The sparabara, meaning "shield bearers" in Old Persian, were the front line infantry of the Achaemenid Persian Empire. They were usually the first to engage in hand-to-hand combat with the enemy. Although not much is known about them today, it is believed that they were the backbone of the Persian army who formed a shield wall and used their 2 m spears to protect more vulnerable troops such as archers from the enemy. The term is also used to refer to the combination of these shield-bearers and the archers that were protected by them.

The earlier Assyrian army used a tactical formation of one row of archers protected by one row of soldiers equipped with shields. The Persian formation was a modification of this arrangement; nine rows of archers would be protected by one row of shield-bearers. The Persian shield-bearers were further equipped with short spears to increase their effectiveness.

The Sparabara were taken from the full members of Persian society, they were trained from childhood to be soldiers and when not called out to fight on campaigns in distant lands they practised hunting on the vast plains of Persia. However, when all was quiet and the Pax Persica held true, the Sparabara returned to normal life farming the land and grazing their herds. Because of this they lacked true professional quality on the battlefield, yet they were well trained and courageous to the point of holding the line in most situations long enough for a counterattack.

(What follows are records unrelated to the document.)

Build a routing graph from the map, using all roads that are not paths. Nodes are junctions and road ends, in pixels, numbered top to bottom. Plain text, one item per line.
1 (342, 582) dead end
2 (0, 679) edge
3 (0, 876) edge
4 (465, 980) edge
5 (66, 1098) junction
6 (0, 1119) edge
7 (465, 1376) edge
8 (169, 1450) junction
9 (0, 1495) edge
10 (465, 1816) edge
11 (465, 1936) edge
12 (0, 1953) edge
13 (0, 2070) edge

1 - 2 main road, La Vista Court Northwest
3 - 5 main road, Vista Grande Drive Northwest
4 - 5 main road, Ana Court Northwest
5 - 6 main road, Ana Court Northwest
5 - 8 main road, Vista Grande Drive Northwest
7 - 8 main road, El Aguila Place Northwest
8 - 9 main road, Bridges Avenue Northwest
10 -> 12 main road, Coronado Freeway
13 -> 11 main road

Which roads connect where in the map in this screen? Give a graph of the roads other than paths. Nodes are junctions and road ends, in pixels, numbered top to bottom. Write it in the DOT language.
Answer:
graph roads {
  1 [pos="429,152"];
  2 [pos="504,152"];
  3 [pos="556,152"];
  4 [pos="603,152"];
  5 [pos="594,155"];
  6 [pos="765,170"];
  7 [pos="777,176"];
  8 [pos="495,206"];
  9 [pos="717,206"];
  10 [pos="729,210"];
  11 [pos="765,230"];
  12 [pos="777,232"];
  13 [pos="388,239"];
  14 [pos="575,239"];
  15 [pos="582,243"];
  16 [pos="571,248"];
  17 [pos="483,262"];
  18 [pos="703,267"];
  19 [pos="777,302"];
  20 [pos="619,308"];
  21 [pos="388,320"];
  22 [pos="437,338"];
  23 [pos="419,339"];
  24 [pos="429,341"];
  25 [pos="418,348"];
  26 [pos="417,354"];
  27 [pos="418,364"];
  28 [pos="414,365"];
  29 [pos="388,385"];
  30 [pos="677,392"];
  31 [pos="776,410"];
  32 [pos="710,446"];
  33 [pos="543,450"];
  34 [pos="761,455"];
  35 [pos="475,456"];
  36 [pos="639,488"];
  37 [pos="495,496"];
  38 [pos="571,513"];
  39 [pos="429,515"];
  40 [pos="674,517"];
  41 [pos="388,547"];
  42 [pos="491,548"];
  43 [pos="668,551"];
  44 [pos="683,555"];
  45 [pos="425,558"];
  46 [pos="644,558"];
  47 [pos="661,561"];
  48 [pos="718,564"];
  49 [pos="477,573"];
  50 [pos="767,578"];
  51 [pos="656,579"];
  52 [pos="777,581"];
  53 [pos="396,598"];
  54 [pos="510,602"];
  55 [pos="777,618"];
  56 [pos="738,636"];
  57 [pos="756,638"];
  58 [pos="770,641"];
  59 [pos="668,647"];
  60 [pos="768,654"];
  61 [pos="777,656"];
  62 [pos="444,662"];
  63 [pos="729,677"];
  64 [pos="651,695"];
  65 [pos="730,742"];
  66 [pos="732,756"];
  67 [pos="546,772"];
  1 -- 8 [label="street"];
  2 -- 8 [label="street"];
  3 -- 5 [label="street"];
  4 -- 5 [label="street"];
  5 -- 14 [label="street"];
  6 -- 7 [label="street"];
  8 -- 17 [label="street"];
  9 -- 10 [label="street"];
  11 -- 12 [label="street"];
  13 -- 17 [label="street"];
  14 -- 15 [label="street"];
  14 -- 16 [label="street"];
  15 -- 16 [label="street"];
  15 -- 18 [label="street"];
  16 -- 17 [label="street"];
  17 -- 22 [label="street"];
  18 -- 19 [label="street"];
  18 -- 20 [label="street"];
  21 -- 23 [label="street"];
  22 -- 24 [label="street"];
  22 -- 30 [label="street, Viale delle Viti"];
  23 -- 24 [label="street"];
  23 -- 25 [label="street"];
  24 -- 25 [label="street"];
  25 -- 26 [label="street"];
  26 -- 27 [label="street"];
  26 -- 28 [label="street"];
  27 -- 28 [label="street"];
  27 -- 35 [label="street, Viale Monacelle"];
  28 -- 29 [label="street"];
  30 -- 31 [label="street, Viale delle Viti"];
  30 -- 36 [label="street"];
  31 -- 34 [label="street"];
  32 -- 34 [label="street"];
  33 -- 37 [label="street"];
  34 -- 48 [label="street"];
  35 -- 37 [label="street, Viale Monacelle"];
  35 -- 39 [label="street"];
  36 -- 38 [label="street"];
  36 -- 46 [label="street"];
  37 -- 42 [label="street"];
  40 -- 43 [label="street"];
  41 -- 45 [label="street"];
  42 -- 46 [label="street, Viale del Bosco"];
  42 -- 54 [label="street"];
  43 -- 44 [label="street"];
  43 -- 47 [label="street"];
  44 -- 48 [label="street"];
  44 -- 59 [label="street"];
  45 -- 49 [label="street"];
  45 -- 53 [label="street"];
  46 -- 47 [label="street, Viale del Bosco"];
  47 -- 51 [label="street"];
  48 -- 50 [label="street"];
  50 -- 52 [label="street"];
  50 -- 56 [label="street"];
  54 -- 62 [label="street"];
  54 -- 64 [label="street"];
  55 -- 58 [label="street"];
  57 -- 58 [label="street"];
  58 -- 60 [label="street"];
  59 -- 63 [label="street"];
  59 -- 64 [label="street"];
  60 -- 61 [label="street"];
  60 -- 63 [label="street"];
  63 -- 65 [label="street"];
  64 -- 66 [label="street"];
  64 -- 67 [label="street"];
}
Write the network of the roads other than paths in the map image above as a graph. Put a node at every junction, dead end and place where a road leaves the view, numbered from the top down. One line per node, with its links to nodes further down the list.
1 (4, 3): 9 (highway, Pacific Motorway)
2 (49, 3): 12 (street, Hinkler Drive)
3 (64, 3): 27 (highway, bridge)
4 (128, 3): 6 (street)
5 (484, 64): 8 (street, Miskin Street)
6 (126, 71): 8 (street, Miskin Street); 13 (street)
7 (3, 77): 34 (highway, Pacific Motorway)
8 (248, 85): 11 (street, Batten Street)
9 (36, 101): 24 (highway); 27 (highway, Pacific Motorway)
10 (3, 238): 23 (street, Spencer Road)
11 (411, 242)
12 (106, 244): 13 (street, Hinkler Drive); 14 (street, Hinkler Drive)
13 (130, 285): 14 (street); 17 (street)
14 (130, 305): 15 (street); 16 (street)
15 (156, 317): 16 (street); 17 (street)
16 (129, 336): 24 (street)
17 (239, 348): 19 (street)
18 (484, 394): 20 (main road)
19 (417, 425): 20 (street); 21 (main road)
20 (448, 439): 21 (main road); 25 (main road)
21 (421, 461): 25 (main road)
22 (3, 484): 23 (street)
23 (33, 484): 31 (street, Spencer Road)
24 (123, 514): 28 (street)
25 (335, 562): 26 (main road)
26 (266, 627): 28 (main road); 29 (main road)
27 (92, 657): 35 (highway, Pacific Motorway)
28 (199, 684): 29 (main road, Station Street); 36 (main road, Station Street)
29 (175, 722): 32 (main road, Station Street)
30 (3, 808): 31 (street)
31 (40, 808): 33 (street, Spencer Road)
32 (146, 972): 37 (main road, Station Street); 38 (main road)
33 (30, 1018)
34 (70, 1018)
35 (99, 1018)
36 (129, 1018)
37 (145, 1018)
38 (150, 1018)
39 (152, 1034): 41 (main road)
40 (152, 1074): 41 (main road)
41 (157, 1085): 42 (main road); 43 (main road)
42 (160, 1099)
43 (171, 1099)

They were armoured with quilted linen and carried large rectangular wicker shields as a form of light manoeuvrable defense. This, however, may have left them at a disadvantage against often heavier armoured opponents such as the hoplite, and his 2 m long spear was not able to give the Sparabara ample range to engage a trained phalanx with their longer 1.8 to 2.7 m dory. The wicker shields may have also been not as effective as thicker wooden shields in prolonged melee combat. However, the Sparabara could deal with most other infantry, including trained units from the territories around the Persian empire.

However, the sparabaras' shorter spears gave them an advantage in congested battlefield conditions, unlike the hoplites' longer spears which posed as a disadvantage to the enclosed infantry ranks and formations. The sparabara archers were later redelegated as armored close-quarter soldiers.

The sparabara were supposed to be used in conjunction with Persian heavy cavalry and chariots, which would attack from the rear. An example in which the cavalry failed to be engaged is the Battle of Marathon, which had catastrophic results.